Oliver Henrich    University of Edinburgh (EPCC)

I graduated from Friedrich-Alexander University Erlangen-Nuernberg, Germany with a Diploma in Physics in 2001 and continued my doctoral studies at the Max-Planck-Institute for Biophysical Chemistry, Goettingen and at the University of Konstanz, where I was awarded a PhD in Theoretical Physics in 2007. This was followed by an appointment as Postdoctoral Research Associate in the Soft Matter Group at the University of Edinburgh and by another appointment at the Centre for Computational Science, University College London.   Currently, I work at the School of Physics and Astronomy and the Edinburgh Parallel Computing Centre at the University of Edinburgh. Since August 2016 I am EPSRC Research Software Engineering Fellow and member of the UKRSE Leader Network. My job role is a combination of research software engineering and scientific research within the context of EPCC’s core research areas, such as computational simulation of soft condensed matter and complex fluids through HPC.

Could you tell us a little about yourself and how you became a Research Software Engineer?

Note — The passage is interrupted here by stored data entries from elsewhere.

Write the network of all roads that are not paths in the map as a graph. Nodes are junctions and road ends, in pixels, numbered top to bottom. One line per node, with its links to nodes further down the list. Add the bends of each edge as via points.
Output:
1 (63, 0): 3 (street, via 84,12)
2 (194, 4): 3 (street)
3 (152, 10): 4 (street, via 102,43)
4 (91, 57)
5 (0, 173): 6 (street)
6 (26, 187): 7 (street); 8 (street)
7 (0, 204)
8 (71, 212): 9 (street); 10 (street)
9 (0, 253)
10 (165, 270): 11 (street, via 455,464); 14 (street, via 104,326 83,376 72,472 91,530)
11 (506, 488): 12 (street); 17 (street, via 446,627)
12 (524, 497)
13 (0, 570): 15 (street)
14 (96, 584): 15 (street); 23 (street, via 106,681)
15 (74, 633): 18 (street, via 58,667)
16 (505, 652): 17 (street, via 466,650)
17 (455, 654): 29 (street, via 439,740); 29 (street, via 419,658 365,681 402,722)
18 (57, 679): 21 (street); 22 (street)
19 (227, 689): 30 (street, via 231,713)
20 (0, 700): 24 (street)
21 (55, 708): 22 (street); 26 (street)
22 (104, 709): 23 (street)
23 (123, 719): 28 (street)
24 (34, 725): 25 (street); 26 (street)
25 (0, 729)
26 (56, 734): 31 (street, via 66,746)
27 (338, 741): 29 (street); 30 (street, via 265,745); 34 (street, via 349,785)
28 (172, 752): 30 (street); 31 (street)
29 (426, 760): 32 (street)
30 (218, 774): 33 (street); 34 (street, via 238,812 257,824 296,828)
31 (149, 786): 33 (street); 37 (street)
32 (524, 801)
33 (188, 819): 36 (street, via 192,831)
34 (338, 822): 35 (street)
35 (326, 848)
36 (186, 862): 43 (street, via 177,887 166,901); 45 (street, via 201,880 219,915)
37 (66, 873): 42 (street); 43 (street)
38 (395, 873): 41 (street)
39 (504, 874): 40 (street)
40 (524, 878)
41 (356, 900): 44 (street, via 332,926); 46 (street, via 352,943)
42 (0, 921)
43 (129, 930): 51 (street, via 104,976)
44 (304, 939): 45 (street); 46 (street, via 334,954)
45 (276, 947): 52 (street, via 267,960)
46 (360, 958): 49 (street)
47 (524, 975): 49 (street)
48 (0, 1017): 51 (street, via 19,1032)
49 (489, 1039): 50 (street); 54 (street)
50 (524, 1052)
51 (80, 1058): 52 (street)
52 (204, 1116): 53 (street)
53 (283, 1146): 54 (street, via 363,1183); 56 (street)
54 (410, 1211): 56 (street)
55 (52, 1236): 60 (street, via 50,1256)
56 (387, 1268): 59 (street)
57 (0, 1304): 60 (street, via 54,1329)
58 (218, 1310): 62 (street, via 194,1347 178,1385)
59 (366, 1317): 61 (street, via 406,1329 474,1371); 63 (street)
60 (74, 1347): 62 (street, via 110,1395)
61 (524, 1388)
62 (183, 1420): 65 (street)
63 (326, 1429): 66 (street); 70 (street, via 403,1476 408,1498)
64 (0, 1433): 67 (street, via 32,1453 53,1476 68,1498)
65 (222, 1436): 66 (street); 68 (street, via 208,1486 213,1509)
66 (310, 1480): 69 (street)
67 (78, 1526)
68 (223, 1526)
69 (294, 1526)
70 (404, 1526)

I have a background in soft condensed matter physics, a relatively new and interdisciplinary field of science at the interface of physics, chemistry and biology. Soft matter is squidgy stuff that you know from your everyday lives: viscous liquids, polymers, foams, gels, granular materials, liquid crystals, but also biological materials. The behaviour of soft matter is difficult to predict, which is why computer simulations are a major tool of the trade. Over several postdoctoral appointments and a previous fellowship I evolved from an application scientist to a research software engineer (RSE). This is also why I still have a small personal research agenda, contrary to many other RSEs.  My current research interests include liquid crystals, active matter, new soft composite and functional materials, electrokinetic phenomena as well as the lattice-Boltzmann methodology and algorithm development for heterogeneous computing architectures. I have also an interest in coarse-grained modelling of DNA and RNA and am author of the LAMMPS oxDNA USER-package.

What do you think is the role of a Research Software Engineer? Is it different from a ‘normal’ researcher?

I think the roles of RSEs and researchers are very different. Researchers apply software as application scientists and publish their results in scientific publications. Developing new software is almost always just a means to an end of getting the next publication out. With the focus on science traditional researchers often lack the programming skills and rigorousness for developing sustainable, extendible and failure-proof software solutions. RSEs combine in-depth knowledge of IT technology with a scientific background. This skill set is also quite distinct from that of a Postdoctoral Research Associate. The role of RSEs is more akin to those of managers of experimental labs. Research software engineers are the caretakers of ‘virtual laboratories’, and in that sense do complementary and important infrastructural work for traditional researchers.